Keep with it. It is no easy task, at least it wasn't for me. 
I have heard that the longer you shot before picking up a hinge release will have an effect on how long it takes for you to transfer it over. I shot a thumb for 15 years. After *two years* I am just now settling in and am comfortable with it. 
Good luck!


----------



## rcgerchow (Dec 20, 2006)

Hang in there, it is a battle. I have been trying to get comfortable with an Evo for about a year now. Was doing ok and all of a sudden everything went to crap, couldn't even shoot it last Sunday during the league. Blank bale I am fine, put a target up and I am stuck and release will not go off. Had to finish the night with my punch-o-matic and actually shot it well. Bound and determined to get it right though, so just remember you are not alone in trying to figure it out.


----------



## SteveID (May 6, 2008)

Here is a good video I just posted in another thread.

http://www.youtube.com/watch?v=0qkJ2oDZrRI


----------



## STUDENT-ARCHER (Jun 26, 2009)

agree with most of above info, also would really recommend getting a loop os string that matches your bows draw legnth and figuring the release out before attempting to draw a bow.
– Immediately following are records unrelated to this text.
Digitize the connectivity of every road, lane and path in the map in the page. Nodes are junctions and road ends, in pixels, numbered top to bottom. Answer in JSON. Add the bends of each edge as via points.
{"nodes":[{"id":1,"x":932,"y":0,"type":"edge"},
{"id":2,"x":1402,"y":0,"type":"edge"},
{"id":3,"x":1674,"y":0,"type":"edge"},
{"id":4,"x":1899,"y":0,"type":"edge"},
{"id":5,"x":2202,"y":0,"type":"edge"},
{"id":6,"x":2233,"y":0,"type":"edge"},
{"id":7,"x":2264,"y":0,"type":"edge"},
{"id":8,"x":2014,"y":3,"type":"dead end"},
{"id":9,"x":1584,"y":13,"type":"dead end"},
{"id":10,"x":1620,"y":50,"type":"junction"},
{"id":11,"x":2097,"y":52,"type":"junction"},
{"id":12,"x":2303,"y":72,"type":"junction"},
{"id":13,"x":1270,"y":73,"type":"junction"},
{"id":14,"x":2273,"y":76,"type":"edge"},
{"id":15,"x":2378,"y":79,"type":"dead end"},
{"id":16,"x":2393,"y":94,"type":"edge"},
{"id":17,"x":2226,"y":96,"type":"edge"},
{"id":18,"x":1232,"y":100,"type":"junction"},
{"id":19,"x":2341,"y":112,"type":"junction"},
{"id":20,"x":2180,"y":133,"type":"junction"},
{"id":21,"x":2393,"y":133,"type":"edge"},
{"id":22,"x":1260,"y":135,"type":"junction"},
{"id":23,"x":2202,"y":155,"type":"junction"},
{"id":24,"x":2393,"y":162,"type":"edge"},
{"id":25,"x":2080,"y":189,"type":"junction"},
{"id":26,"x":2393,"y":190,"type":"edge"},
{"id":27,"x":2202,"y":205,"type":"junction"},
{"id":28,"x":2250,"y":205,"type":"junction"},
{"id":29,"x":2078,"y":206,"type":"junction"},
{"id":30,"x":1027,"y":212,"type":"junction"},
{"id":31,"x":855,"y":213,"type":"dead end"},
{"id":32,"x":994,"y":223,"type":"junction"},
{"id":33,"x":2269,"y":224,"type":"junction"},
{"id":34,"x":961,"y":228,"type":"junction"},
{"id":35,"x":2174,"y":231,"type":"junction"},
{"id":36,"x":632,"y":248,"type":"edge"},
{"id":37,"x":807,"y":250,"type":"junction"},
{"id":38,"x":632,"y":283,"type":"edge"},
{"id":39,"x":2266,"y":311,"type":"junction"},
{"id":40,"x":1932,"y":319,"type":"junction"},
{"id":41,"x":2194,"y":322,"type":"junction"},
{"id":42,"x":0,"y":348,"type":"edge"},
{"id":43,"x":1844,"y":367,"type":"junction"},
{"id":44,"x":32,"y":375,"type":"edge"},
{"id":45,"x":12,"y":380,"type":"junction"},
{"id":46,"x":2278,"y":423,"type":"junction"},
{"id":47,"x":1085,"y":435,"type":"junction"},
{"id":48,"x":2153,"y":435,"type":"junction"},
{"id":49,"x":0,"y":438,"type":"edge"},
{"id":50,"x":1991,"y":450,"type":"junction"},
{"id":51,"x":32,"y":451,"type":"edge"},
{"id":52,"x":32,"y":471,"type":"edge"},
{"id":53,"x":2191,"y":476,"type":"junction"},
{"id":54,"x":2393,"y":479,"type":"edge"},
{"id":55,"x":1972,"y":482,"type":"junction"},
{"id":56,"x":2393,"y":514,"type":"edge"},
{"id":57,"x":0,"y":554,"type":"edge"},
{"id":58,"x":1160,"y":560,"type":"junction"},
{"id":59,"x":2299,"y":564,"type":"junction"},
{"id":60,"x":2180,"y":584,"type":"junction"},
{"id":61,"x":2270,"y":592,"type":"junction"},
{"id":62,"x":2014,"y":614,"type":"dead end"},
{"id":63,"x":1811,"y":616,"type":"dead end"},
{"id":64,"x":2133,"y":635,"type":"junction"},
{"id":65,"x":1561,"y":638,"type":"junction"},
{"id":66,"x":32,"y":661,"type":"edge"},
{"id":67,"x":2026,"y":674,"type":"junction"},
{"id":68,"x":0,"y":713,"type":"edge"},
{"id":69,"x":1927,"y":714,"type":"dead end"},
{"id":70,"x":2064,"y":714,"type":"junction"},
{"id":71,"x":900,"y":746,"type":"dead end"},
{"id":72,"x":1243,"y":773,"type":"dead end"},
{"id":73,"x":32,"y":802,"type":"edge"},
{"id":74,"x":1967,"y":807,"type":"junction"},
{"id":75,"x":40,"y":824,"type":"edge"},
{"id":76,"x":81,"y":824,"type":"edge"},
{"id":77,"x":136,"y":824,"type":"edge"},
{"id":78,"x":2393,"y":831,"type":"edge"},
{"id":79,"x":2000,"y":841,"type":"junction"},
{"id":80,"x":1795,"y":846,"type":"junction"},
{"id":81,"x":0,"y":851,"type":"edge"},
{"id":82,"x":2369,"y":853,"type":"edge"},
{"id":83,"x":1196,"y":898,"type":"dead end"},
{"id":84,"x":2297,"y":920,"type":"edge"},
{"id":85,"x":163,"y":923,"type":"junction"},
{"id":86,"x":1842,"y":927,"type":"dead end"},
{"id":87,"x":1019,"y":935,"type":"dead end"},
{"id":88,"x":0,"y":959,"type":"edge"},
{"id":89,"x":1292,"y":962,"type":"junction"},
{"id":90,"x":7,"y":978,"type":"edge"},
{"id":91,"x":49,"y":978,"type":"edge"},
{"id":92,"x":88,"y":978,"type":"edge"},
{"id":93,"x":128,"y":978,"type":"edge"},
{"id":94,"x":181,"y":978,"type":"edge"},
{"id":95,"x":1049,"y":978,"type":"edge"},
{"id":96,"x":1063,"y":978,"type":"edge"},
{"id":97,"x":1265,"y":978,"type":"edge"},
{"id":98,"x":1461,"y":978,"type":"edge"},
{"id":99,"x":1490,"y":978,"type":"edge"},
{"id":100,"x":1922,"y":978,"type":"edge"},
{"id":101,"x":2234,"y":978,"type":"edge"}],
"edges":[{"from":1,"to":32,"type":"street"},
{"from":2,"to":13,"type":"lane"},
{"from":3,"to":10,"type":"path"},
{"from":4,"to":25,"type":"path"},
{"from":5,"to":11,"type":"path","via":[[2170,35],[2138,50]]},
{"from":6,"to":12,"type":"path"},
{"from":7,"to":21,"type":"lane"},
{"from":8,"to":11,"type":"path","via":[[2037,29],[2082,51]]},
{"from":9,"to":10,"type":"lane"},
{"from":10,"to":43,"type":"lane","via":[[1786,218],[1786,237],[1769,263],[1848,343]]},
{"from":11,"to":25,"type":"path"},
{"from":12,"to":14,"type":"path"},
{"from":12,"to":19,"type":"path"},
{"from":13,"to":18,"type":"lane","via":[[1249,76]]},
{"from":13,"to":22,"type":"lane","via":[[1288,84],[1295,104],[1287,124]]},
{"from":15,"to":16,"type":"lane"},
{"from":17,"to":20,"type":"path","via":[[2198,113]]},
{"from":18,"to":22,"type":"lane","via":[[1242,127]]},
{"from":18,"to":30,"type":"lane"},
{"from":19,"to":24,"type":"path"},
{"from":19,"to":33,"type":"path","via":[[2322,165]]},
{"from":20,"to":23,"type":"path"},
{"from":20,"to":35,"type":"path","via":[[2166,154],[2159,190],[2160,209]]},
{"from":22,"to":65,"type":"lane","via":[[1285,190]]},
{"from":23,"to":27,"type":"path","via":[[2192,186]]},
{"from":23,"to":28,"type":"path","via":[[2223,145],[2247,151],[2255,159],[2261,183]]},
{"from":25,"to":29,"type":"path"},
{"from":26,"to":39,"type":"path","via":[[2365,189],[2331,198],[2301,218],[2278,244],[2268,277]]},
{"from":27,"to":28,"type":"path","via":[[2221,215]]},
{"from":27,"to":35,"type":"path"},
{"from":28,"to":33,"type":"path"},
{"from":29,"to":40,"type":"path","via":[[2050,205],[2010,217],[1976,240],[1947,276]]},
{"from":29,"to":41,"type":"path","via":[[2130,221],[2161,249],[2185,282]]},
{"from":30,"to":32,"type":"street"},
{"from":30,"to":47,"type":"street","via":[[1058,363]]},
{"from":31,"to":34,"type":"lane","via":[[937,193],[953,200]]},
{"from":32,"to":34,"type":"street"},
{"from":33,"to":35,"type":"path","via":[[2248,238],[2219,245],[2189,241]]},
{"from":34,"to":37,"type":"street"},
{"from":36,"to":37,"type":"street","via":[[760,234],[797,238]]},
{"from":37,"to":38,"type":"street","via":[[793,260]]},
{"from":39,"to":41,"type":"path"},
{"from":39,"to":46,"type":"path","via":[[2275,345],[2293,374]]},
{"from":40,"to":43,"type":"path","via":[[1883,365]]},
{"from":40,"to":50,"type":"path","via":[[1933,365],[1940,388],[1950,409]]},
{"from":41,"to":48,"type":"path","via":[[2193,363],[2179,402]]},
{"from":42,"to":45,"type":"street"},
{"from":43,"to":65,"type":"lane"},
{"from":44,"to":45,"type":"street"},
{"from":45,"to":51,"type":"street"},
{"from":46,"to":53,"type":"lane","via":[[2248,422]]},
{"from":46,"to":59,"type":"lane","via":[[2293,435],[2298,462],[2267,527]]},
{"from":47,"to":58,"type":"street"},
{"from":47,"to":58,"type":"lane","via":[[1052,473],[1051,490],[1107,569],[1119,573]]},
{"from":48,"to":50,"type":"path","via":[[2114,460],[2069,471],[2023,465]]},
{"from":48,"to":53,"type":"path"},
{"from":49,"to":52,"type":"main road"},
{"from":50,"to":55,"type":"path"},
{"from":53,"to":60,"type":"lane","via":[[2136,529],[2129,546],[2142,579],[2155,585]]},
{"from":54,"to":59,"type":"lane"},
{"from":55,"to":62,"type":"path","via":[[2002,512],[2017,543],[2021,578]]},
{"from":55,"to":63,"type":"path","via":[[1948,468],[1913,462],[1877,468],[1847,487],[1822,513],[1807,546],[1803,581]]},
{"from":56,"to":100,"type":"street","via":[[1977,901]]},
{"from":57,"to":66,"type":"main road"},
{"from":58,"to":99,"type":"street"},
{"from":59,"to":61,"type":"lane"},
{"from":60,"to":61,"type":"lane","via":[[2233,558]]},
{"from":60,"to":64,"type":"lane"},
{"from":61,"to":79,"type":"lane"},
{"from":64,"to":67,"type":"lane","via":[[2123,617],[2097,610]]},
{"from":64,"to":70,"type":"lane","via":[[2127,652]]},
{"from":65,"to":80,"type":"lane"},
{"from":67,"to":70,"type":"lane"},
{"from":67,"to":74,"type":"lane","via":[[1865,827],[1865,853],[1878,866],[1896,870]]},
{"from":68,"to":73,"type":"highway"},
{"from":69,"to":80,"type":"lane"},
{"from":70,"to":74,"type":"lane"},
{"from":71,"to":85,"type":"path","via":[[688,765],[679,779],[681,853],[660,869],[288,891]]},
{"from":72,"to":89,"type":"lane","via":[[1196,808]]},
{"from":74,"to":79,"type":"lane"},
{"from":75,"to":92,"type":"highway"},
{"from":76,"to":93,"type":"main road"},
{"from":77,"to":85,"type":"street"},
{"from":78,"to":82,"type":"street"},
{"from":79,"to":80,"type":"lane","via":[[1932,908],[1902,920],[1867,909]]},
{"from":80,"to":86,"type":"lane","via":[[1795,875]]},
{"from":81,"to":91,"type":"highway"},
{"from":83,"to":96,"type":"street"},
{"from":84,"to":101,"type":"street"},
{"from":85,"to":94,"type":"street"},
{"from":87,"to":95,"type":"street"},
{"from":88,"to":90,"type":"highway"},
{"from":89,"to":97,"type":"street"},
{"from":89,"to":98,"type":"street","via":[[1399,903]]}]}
Always have an arrow on your bow when drawing, and always draw in a safe direction. Best of luck.


----------



## subconsciously (Aug 22, 2009)

Proper draw length is critical to mastering proper back tension. Espesially when using a hindge release. Im talking down to the 1/8 inch.


----------



## phoenix 36 (Sep 19, 2007)

I second what subconsciously said.Draw lenght is key to shooting BT.Before you put much time in first find your correct draw lenght you may need help with this.Find some one to photograph you at full draw from behind.then look at your photo on a computer where it can be seen clearley.once you have it on the screen place a sheet of paper verticaly so that it lines up with your cams.The paper sheet should bisect your elbow if it does not then your draw lenght needs work.When your drawlenght/full draw position is correct your BT will come much faster.
Good luck to you.


----------